The problem —
Records follow. Pull out every line that contains "Aghmashenebeli".

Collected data
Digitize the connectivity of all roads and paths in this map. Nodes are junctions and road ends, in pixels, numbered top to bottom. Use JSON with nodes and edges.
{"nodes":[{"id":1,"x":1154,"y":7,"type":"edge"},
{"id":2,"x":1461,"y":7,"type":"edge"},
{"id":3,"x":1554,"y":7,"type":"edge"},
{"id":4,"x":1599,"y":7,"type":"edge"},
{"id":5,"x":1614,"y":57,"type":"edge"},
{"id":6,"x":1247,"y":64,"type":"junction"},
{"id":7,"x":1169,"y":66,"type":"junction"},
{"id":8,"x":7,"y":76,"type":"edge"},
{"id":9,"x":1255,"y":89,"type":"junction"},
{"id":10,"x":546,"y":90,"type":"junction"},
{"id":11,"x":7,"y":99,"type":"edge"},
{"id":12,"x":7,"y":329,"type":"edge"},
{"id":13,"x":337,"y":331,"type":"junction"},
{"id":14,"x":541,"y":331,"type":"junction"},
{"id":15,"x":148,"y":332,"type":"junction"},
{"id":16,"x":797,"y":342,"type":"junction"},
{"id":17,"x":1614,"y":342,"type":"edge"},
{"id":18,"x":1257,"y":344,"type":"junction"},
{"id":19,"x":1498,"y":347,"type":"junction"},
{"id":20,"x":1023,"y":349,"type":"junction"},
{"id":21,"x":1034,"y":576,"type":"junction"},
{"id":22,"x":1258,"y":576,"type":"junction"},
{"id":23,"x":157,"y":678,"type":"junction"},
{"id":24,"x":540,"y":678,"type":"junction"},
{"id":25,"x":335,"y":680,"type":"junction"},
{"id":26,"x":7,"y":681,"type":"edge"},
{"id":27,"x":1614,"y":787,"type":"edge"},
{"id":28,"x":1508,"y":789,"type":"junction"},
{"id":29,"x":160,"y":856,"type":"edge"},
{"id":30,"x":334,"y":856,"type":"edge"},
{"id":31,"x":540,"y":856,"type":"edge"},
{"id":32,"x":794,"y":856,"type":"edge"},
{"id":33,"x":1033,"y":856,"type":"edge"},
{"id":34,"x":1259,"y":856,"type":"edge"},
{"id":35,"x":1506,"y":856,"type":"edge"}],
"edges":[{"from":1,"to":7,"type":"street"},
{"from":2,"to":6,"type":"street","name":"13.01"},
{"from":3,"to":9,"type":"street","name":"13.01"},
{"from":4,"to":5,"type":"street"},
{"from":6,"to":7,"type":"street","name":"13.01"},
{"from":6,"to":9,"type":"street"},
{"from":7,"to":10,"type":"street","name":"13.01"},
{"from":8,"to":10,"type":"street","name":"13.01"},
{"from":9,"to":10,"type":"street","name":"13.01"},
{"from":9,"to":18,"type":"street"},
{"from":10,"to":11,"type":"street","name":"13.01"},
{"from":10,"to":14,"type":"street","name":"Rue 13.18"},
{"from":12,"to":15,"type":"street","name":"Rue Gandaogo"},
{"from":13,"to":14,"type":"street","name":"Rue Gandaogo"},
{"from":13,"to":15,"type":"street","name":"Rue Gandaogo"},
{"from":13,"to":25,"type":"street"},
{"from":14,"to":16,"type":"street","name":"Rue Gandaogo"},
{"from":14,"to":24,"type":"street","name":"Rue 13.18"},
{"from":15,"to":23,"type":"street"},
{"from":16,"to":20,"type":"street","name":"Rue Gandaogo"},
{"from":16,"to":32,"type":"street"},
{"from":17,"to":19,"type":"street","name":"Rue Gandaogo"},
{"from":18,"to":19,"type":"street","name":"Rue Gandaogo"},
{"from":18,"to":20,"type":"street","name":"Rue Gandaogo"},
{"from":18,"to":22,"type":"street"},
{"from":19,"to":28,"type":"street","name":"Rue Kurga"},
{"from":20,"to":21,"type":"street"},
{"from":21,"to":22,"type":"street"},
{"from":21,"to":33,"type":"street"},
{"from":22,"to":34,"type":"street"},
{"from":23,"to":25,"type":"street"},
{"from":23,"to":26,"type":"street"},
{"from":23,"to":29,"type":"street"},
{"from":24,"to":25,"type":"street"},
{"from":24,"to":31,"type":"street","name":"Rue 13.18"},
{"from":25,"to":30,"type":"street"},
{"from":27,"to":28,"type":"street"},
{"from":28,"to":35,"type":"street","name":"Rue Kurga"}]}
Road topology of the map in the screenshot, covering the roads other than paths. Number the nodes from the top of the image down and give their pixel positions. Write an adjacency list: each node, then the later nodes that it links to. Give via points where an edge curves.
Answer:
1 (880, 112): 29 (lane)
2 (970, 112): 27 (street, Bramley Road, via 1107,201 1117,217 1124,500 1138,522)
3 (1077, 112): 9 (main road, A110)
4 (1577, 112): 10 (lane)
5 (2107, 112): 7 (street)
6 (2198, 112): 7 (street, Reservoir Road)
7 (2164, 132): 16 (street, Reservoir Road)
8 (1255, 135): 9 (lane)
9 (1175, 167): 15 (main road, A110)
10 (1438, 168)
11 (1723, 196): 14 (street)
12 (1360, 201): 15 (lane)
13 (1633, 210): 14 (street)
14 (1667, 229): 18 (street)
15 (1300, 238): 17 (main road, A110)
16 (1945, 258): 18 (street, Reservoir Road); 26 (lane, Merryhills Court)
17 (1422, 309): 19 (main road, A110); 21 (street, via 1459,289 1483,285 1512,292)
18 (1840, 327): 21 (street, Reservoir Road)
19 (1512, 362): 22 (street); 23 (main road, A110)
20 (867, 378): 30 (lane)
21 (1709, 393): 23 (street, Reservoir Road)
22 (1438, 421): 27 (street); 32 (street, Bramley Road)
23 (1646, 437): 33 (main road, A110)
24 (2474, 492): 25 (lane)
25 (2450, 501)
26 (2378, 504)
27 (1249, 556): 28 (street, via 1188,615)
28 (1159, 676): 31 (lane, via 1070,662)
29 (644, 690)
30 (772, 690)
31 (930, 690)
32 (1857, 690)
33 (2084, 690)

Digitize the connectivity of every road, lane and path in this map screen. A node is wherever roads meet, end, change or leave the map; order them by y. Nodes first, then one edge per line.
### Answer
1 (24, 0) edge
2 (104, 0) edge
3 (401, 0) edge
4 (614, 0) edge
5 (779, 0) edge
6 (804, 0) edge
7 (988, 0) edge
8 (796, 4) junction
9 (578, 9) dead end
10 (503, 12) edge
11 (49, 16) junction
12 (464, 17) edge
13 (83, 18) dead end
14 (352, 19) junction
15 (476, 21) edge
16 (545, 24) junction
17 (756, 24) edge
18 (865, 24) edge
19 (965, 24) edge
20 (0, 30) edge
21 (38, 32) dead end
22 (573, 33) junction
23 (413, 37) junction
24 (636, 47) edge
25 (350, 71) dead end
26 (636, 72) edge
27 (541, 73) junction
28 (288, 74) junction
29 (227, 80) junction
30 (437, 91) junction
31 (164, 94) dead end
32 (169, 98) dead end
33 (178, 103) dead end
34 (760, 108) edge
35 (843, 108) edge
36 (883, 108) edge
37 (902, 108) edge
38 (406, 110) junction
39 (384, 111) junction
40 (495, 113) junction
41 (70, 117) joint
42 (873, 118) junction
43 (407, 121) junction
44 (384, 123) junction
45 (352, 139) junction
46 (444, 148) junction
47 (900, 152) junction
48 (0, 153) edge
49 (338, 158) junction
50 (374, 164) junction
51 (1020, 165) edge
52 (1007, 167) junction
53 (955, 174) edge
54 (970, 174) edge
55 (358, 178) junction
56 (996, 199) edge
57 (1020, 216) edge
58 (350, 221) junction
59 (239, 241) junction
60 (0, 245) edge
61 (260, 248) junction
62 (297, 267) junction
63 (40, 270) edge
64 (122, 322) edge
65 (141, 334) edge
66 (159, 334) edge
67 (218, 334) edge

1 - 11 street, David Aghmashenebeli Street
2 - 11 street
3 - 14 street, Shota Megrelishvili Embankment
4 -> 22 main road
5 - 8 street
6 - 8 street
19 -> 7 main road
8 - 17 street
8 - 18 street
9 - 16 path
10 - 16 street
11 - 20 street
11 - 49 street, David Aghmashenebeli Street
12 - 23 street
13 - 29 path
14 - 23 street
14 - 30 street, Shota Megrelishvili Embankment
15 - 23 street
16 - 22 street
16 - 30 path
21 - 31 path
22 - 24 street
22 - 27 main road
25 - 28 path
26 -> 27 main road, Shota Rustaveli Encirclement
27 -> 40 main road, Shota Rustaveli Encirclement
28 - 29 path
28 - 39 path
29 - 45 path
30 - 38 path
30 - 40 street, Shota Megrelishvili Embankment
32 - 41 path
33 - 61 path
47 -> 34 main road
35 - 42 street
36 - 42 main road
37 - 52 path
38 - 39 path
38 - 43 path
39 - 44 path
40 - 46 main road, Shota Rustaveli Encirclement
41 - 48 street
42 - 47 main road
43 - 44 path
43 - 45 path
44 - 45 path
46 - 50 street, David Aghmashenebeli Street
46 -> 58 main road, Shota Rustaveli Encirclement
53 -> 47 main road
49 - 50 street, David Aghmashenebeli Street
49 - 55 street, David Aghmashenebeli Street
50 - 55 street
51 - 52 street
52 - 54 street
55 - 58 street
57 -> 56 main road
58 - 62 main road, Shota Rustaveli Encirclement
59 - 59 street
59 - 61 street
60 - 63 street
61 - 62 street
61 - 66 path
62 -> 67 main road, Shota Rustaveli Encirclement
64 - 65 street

Task response —
1 - 11 street, David Aghmashenebeli Street
11 - 49 street, David Aghmashenebeli Street
46 - 50 street, David Aghmashenebeli Street
49 - 50 street, David Aghmashenebeli Street
49 - 55 street, David Aghmashenebeli Street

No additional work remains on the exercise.